Un conseil : quand vous commencez la lecture, veillez à être en solo et dans un lieu bien insonorisé sous peine de voir débarquer les pompiers ou l’asile. L’entourage peut trouver qu’il vous arrive quelque chose de très étrange – « t’as picolé ou quoi ? »…
Il est effectivement question d’alcool dans ce bouquin. Mais pas n’importe lequel. Celui avec des fines bulles : le champagne. Mais pas un trou-chaussettes : le meilleur du meilleur : Veuve-Clicquot, Rotschild… En effet « l’ivresse (…) relève de l’art » et le champagne provoque « une ivresse qui ne ressemble à nulle autre » : « Il rend gracieux, à la fois léger et profond, désintéressé » …
Amélie se prend une cuite toute seule jusqu’au moment où elle se rend compte que le champagne la rend de compagnie tellement sympathique qu’il faut en faire profiter quelqu’un. Elle se met en quête d’un « convignon » ou d’une « convigne » de beuverie. Après avoir passé en revue toutes ses connaissances et décrété qu’aucune ne pouvait convenir, elle décide de le/la trouver parmi ses lectrices et lecteurs au moment tellement bizarroïde de la dédicace qui « repose sur une ambiguïté fondamentale : personne ne sait ce que l’autre veut ». Seulement Amélie est réputée répondre à tous les fans qui lui écrivent et donc de connaître ceux avec lesquels elle entretient une correspondance.

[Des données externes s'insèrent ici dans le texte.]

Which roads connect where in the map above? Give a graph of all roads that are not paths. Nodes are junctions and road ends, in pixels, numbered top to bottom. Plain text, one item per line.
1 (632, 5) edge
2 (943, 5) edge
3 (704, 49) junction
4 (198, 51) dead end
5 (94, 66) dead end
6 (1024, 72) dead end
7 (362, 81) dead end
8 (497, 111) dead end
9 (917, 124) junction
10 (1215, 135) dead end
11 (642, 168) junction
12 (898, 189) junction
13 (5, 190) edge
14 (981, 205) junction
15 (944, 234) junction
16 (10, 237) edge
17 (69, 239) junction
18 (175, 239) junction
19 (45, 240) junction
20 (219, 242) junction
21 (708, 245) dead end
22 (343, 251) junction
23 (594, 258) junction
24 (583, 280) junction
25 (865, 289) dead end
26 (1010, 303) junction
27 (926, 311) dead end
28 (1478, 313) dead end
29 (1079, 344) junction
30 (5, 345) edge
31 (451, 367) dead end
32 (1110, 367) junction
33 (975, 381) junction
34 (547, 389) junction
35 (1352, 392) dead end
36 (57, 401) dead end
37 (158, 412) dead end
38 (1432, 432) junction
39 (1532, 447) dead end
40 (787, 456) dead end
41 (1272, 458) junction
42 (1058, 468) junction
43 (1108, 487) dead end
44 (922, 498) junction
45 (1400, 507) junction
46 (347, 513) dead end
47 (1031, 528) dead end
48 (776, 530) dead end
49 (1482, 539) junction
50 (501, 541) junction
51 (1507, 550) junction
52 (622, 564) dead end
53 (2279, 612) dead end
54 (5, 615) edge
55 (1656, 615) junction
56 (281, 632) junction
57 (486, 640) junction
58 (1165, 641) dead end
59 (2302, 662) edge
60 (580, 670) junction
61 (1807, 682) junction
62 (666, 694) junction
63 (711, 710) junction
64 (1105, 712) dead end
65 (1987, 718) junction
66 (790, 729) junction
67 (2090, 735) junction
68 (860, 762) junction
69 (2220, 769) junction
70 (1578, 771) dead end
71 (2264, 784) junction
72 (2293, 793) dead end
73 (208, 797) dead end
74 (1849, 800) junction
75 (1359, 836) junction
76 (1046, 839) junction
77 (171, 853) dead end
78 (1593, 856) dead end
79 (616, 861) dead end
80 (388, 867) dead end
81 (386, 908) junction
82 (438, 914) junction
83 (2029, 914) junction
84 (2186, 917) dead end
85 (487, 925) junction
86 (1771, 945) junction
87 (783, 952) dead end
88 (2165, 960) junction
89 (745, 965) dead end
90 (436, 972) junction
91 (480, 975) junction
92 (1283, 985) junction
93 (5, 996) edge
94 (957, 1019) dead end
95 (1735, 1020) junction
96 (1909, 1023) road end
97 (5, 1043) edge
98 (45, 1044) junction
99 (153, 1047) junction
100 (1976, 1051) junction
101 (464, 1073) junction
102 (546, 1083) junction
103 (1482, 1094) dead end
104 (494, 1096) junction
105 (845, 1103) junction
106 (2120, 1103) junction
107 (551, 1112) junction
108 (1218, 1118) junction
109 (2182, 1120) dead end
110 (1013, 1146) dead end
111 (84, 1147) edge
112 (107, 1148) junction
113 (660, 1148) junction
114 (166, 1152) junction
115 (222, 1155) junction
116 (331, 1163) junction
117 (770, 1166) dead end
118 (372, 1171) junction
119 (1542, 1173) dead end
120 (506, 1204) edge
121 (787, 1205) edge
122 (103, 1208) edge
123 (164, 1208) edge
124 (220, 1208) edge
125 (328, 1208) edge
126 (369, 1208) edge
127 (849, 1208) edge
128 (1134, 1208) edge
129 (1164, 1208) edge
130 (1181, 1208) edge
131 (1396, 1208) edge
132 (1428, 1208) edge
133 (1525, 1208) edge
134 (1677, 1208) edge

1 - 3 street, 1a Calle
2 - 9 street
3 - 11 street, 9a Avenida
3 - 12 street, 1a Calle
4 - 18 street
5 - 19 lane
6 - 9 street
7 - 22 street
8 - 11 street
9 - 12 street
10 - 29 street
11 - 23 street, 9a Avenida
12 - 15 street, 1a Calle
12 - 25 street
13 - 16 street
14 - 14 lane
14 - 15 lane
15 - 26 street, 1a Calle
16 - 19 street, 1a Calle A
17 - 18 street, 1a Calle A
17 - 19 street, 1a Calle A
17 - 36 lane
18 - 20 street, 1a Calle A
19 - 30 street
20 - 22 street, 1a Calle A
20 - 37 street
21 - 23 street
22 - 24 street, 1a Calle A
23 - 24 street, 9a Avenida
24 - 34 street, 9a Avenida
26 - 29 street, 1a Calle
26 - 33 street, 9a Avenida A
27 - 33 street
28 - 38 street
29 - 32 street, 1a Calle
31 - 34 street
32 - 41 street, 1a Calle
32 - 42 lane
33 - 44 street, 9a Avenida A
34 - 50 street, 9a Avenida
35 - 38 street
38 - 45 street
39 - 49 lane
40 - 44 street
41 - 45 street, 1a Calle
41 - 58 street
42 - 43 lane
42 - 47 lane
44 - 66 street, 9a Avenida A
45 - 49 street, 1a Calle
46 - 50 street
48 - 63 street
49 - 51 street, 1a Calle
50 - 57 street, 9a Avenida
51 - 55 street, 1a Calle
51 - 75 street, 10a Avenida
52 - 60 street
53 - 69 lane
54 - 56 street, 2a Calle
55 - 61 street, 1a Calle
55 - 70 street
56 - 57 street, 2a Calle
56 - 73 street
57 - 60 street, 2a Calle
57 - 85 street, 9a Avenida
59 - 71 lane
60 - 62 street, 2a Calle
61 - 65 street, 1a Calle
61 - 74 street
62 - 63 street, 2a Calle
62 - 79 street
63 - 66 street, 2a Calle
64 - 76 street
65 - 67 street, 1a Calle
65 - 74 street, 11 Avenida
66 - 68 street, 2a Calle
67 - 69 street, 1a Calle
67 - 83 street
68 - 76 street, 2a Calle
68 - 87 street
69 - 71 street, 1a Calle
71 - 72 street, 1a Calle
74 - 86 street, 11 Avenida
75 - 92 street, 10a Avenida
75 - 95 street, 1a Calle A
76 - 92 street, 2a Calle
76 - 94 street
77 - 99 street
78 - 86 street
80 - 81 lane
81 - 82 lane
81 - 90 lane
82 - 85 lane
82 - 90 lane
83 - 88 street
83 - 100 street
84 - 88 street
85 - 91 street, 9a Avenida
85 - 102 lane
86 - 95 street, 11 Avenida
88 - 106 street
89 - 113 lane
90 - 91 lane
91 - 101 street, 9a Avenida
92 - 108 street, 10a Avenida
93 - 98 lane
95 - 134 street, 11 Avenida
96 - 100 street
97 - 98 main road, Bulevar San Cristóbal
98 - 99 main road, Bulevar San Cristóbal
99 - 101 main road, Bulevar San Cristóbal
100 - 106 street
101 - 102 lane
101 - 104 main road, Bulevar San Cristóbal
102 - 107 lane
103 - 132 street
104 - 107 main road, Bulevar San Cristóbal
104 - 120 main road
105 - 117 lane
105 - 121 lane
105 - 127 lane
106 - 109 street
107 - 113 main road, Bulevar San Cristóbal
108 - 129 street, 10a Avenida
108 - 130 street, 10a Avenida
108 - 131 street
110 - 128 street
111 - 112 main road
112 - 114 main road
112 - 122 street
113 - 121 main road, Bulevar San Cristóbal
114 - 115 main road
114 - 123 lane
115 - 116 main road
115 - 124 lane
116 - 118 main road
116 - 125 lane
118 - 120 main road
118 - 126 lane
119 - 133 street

Une certaine Pétronille Fanto lui tend son exemplaire du Sabotage amoureux. Amélie sursaute sur son siège : « C’est vous ?! » Du choc de la rencontre qui la fait changer de dimension (« je ne sais même pas si c’est passer de la deuxième à la troisième dimension, parce que c’est peut-être le contraire »), débute une histoire d’amitié farfelue avec cette personne qui semble avoir 15 ans et un « regard de piment rouge » mais qui a 22 ans et termine un master de littérature élisabethaine, (et deviendra à son tour un écrivain connu).
Pétronille est française, de milieu populaire, ses parents sont communistes. C’est un croisement entre Zazie dans le métro et Christopher Marlow (pour reprendre ce que dit elle-même Amélie Nothomb de ce personnage haut en couleur dans une interview présentant son livre). Amélie est belge, fille de diplomate. Un choc de classes mais un duo de choc, avec un goût pour l’absurde qui donne des moments vraiment truculeusement savoureux.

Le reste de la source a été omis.